Code style | NSWI200

Throughout this course we will enforce a common coding style. We are perfectly aware that every developer has different preferences, but it is a common practice on team projects to require that all team members adhere to a single style.

In this particular case, because you will be integrating your solution into provided skeleton code, this prevents harboring two (or more) different coding styles in a single code base, which is generally considered a bad practice. Because you will be required to merge changes to the skeleton code from the upstream repository in subsequent milestones, reformatting the skeleton code to suit your preferences is not really an option.

This page summarizes the style requirements for your code. We try to demonstrate various issues on actual code examples, always showing how the code should be transformed into code that is more readable and easier to maintain.

We have reformatted some of the code examples to better fit on one page but we try to use descriptive identifiers and proper naming in all good code examples.

Strive for consistency
Keep it simple, …
Avoid code duplication
Use proper abstraction layers
Check function arguments and “impossible” situations
Avoid resource leaks
Protect shared structures (but not local state)

Strive for consistency

Is your source code formatted the same in all your source files?

There are special targets in your Makefiles to check that your code is well formatted. Use them before committing or setup your editor to reformat the code for you. (It is fine, everyone sometimes forgets some spaces etc.)

Please, do not change the style configuration you were provided with.

Do you use the same naming conventions for all of your identifiers (variables, functions, types)?

Are type names terminated with _t?
Are initialization functions named as _init?

The code should not be a Christmas present full of surprises. Make it easy for any readers to digest the code without being distracted by irrelevancies. And the confused reader will be probably you anyway (in a few weeks).

Do not comment things that can be expressed in code. Use your IDEs and text editors to rename all instances of an identifier if you come up with a better name. Such renames are usually just a few keystrokes away and they will save a lot of time in the long run.

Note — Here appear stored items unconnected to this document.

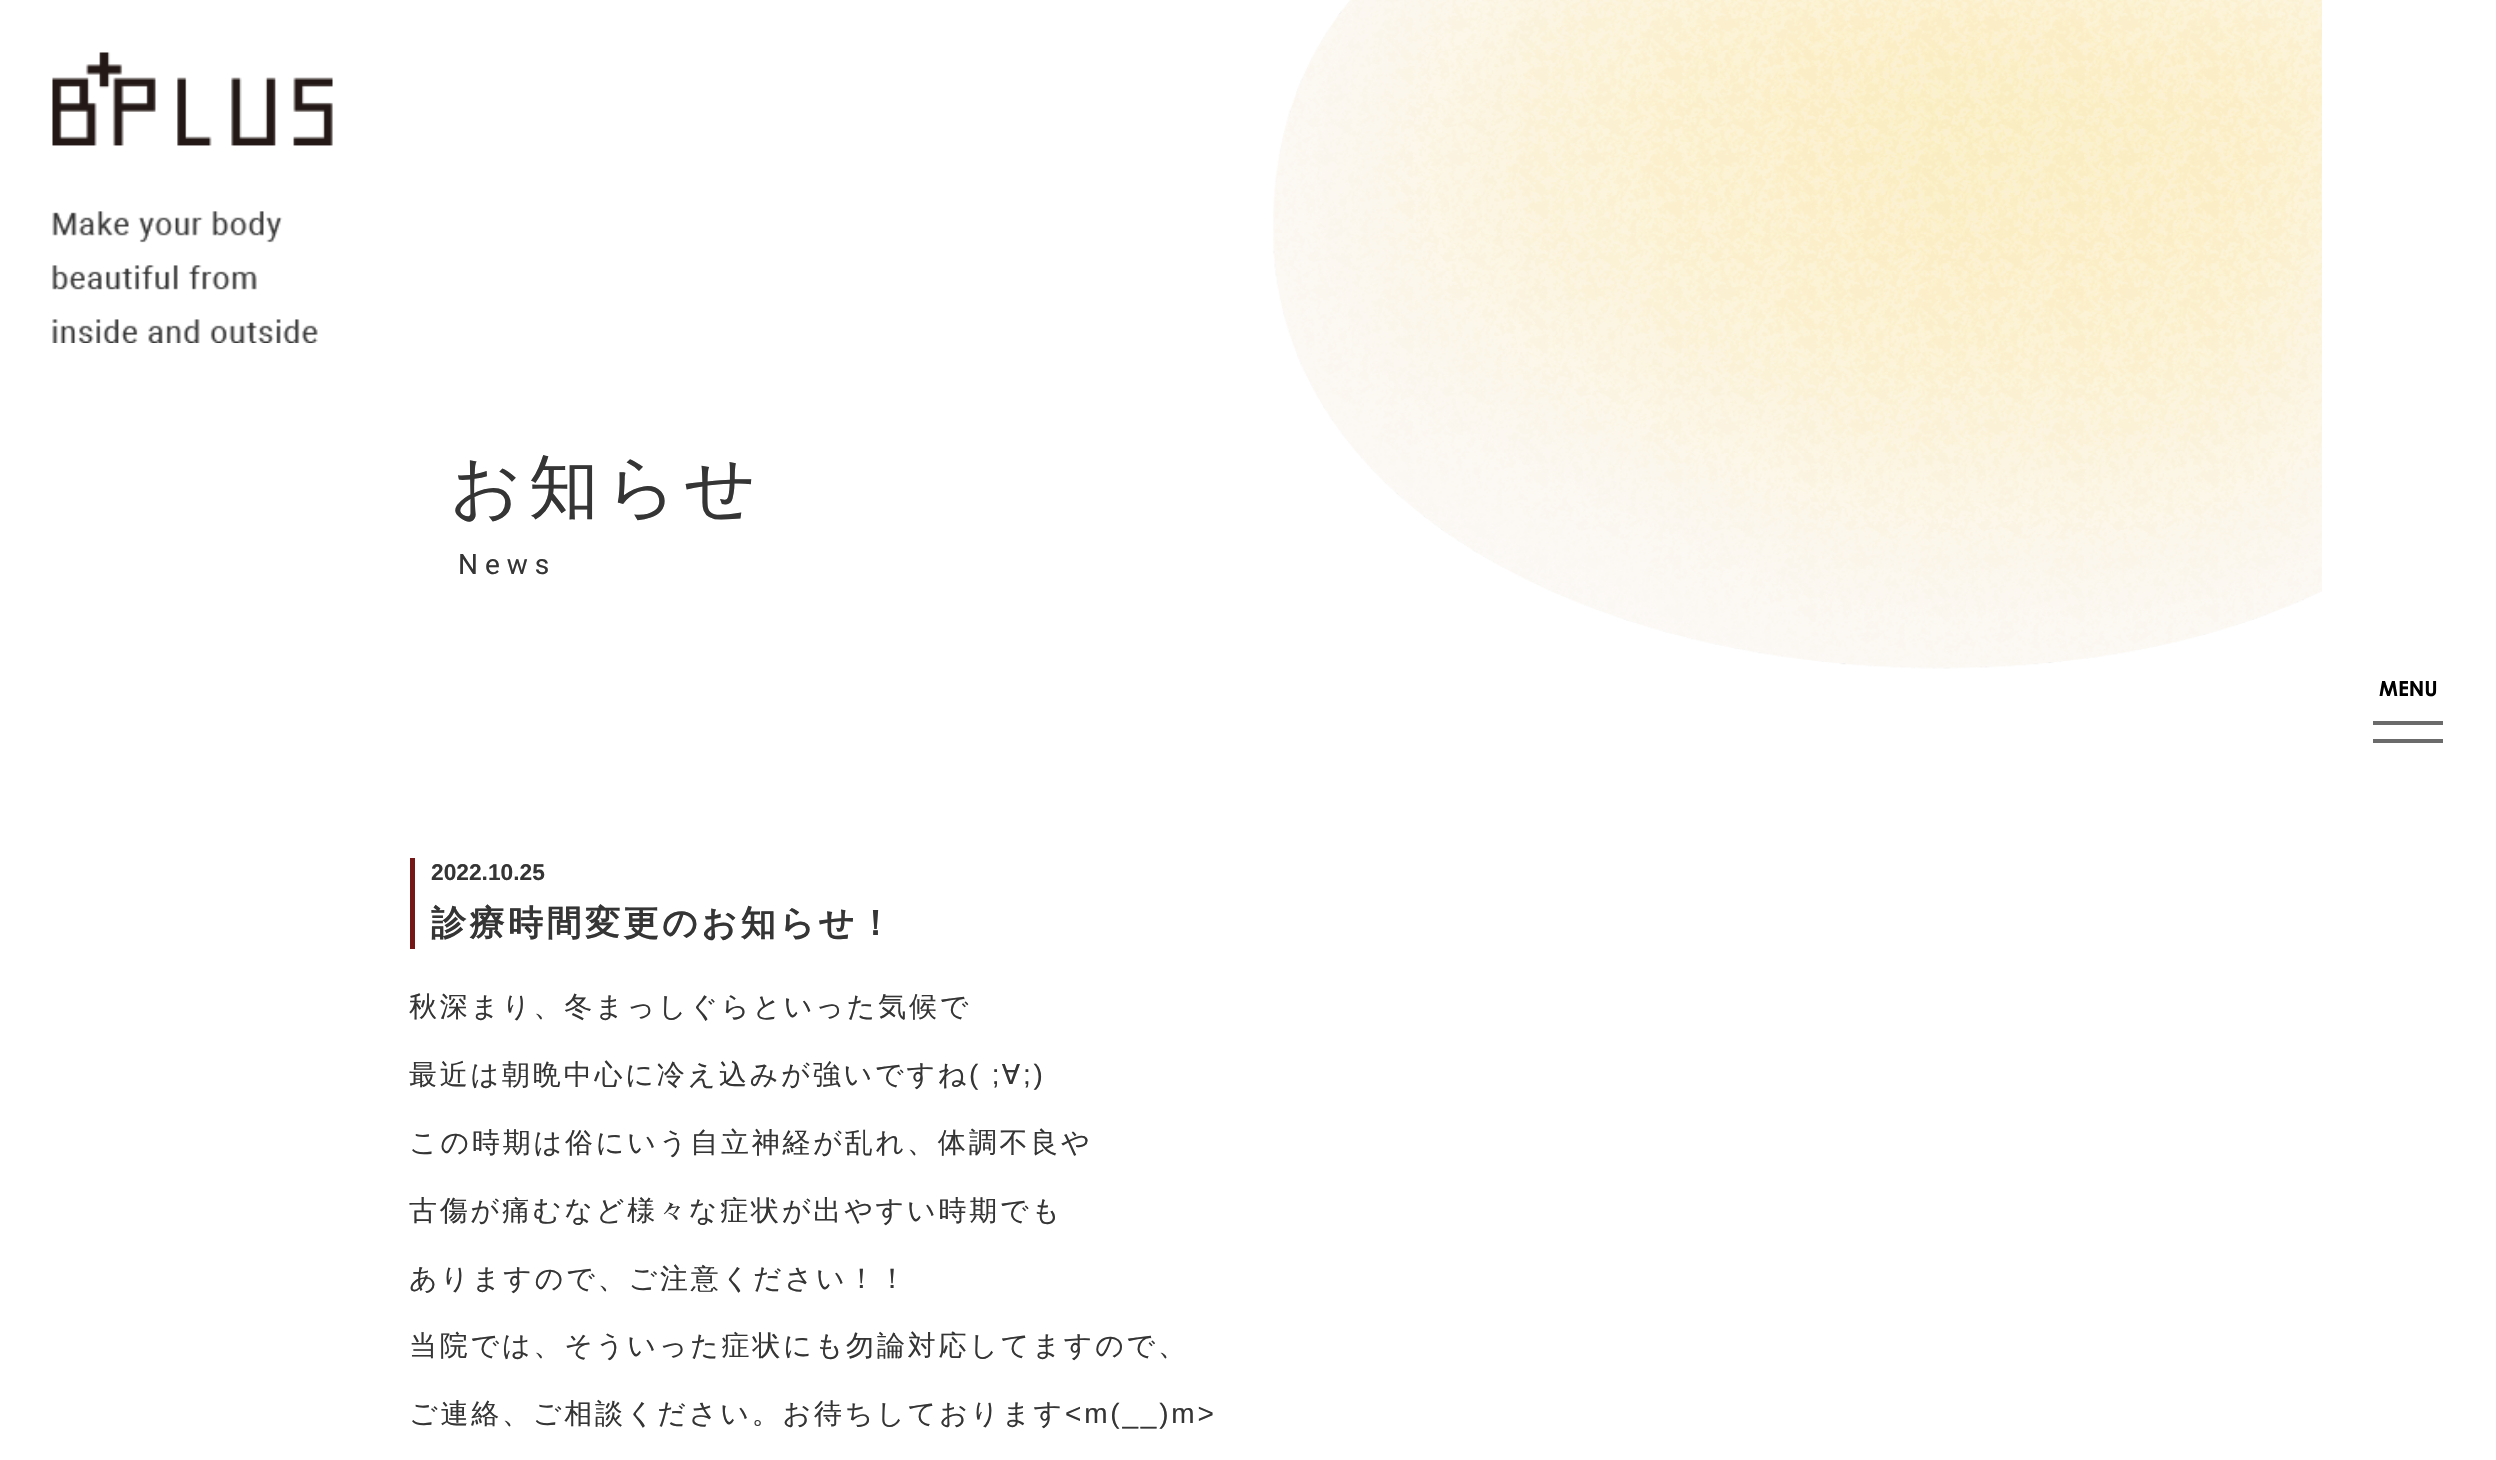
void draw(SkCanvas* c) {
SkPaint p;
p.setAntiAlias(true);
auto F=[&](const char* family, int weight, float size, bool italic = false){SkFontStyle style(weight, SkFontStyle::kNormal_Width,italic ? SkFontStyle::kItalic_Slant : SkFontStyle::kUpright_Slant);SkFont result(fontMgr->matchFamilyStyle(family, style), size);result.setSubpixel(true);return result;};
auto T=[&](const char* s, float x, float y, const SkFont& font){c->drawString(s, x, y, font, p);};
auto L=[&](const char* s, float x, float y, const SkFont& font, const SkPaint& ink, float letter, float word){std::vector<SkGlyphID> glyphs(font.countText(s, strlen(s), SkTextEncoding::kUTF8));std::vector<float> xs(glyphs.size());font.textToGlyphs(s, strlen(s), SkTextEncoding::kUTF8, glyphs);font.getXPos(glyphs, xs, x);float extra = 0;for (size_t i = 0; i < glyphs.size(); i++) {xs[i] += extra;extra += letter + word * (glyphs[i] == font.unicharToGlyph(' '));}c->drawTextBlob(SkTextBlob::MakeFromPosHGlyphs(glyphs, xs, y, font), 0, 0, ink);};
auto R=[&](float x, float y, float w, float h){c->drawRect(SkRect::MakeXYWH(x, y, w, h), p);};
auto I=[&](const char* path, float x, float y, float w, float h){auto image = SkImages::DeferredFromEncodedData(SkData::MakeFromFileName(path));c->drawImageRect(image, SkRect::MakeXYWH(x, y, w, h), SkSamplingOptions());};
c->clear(0xffffffff);
I("1.png",52,52,281,291);
I("2.png",1273,0,1049,669);
auto f1 = F("WenQuanYi Zen Hei",500,70);
p.setColor(0xff353535);
L("お知らせ",450,511,f1,p,7,0);
auto f2 = F("Roboto",400,28);
L("News",458,574,f2,p,7,0);
auto f3 = F("Century Gothic",700,21);
p.setColor(0xff000000);
T("MENU",2379,696,f3);
p.setColor(0xff6b6b6b);
R(2373,721,70,4);
R(2373,739,70,4);
p.setColor(0xff751717);
R(410,858,5,91);
auto f4 = F("Liberation Sans",700,22.75);
p.setColor(0xff353535);
T("2022.10.25",431,880,f4);
auto f5 = F("WenQuanYi Zen Hei",700,35);
L("診療時間変更のお知らせ！",431,935,f5,p,3.5,0);
auto f6 = F("WenQuanYi Zen Hei",500,28);
L("秋深まり、冬まっしぐらといった気候で",409,1016,f6,p,2.8,0);
L("最近は朝晩中心に冷え込みが強いですね",409,1084,f6,p,2.8,0);
auto f7 = F("Liberation Sans",400,28);
L("( ;",969,1084,f7,p,2.8,0);
L("∀",1002,1084,f6,p,2.8,0);
L(";)",1023,1084,f7,p,2.8,0);
L("この時期は俗にいう自立神経が乱れ、体調不良や",409,1152,f6,p,2.8,0);
L("古傷が痛むなど様々な症状が出やすい時期でも",409,1220,f6,p,2.8,0);
L("ありますので、ご注意ください！！",409,1288,f6,p,2.8,0);
L("当院では、そういった症状にも勿論対応してますので、",409,1355,f6,p,2.8,0);
L("ご連絡、ご相談ください。お待ちしております",409,1423,f6,p,2.8,0);
L("<m(__)m>",1065,1423,f7,p,2.8,0);
}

On the other hand, do not overdo things. If identifier is local to a certain context, short name is usually sufficient. That is why i is perfectly fine for a two line loop.

// first available block
static heap_block_t* heap_fst;
// last modified block
static heap_block_t* heap_ptr;

static heap_block_t* first_available_block;
static heap_block_t* last_modified_block;

Keep it simple, …

Are conditions for branching and looping easy to read? Are complex expressions split into multiple expressions, with intermediate results in properly named variables?

Replacing conditions with properly named variables simplifies reading. The reader sees the intent, not the implementation.

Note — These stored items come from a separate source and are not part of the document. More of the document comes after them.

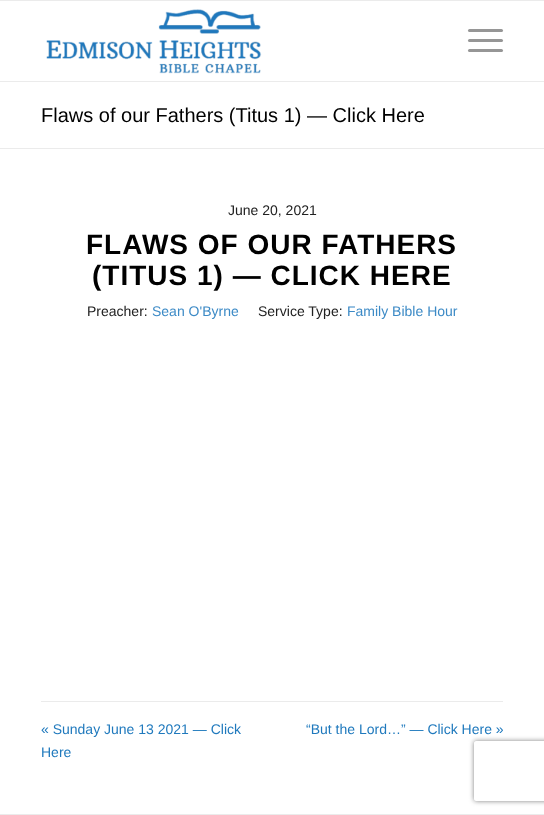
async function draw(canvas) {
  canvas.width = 544
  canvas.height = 815
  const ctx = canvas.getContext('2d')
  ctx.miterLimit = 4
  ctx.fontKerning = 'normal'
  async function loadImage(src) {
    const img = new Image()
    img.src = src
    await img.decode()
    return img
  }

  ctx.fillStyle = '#fff'
  ctx.fillRect(0, 0, 544, 815)
  ctx.fillStyle = '#ebebeb'
  ctx.fillRect(0, 0, 544, 1)
  ctx.fillRect(0, 81, 544, 1)
  ctx.drawImage(await loadImage('image0.png'), 46, 9, 216, 65)
  ctx.fillStyle = '#969696'
  ctx.beginPath()
  ctx.roundRect(468, 39, 35, 3, 1.5)
  ctx.fill()
  ctx.beginPath()
  ctx.roundRect(468, 29, 35, 3, 1.5)
  ctx.fill()
  ctx.beginPath()
  ctx.roundRect(468, 49, 35, 3, 1.5)
  ctx.fill()
  ctx.font = '20px Liberation Sans'
  ctx.fillStyle = '#000'
  ctx.fillText('Flaws of our Fathers (Titus 1) — Click Here', 41, 122)
  ctx.fillStyle = '#ebebeb'
  ctx.fillRect(0, 148, 544, 1)
  ctx.font = '14px Liberation Sans'
  ctx.fillStyle = '#212121'
  ctx.fillText('June 20, 2021', 228, 215)
  ctx.letterSpacing = '1px'
  ctx.font = 'bold 28px Liberation Sans'
  ctx.fillStyle = '#000'
  ctx.fillText('FLAWS OF OUR FATHERS', 86, 254)
  ctx.fillText('(TITUS 1) — CLICK HERE', 92, 285)
  ctx.letterSpacing = '0px'
  ctx.font = '14px Liberation Sans'
  ctx.fillStyle = '#212121'
  ctx.fillText('Preacher:', 87, 316)
  ctx.fillStyle = '#3c8ac6'
  ctx.fillText('Sean O\'Byrne', 152, 316)
  ctx.fillStyle = '#212121'
  ctx.fillText('Service Type:', 258, 316)
  ctx.fillStyle = '#3c8ac6'
  ctx.fillText('Family Bible Hour', 347, 316)
  ctx.fillStyle = '#ebebeb'
  ctx.fillRect(41, 701, 462, 1)
  ctx.fillStyle = '#1f79bd'
  ctx.fillText('« Sunday June 13 2021 — Click', 41, 734)
  ctx.fillText('Here', 41, 757)
  ctx.save()
  ctx.beginPath()
  ctx.moveTo(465, 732)
  ctx.lineTo(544, 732)
  ctx.lineTo(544, 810)
  ctx.lineTo(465, 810)
  ctx.closePath()
  ctx.moveTo(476, 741)
  ctx.lineTo(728, 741)
  ctx.bezierCurveTo(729, 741, 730, 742, 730, 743)
  ctx.lineTo(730, 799)
  ctx.bezierCurveTo(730, 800, 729, 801, 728, 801)
  ctx.lineTo(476, 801)
  ctx.bezierCurveTo(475, 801, 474, 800, 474, 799)
  ctx.lineTo(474, 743)
  ctx.bezierCurveTo(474, 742, 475, 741, 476, 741)
  ctx.closePath()
  ctx.clip('evenodd')
  ctx.fillStyle = '#808080'
  ctx.filter = 'blur(2.5px)'
  ctx.beginPath()
  ctx.roundRect(474, 741, 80, 60, 2)
  ctx.fill()
  ctx.filter = 'none'
  ctx.restore()
  ctx.fillText('“But the Lord…” — Click Here »', 306, 734)
  ctx.fillStyle = '#ebebeb'
  ctx.fillRect(0, 814, 544, 1)
}

draw(document.querySelector('canvas'))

Do not force the reader to think simultaneously about the problem and about language rules at the same time: not everyone knows the operator priority by heart. Using operators that have close (or even same) priorities without explicit parenthesis or splitting into multiple variables is discouraged. Note that compiler will optimize the intermediate variables away as it sees fit regardless of the original code in most cases.

putchar(*--current);

current--;
putchar(*current);

Avoid code duplication

Is duplicate code extracted into a single function?

Before you hit Ctrl-C and Ctrl-V, think whether creating a function would not create more maintainable code.

The example below illustrates how splitting the operation into two parts can reduce code duplicity and also improve readability of the sources at the same time.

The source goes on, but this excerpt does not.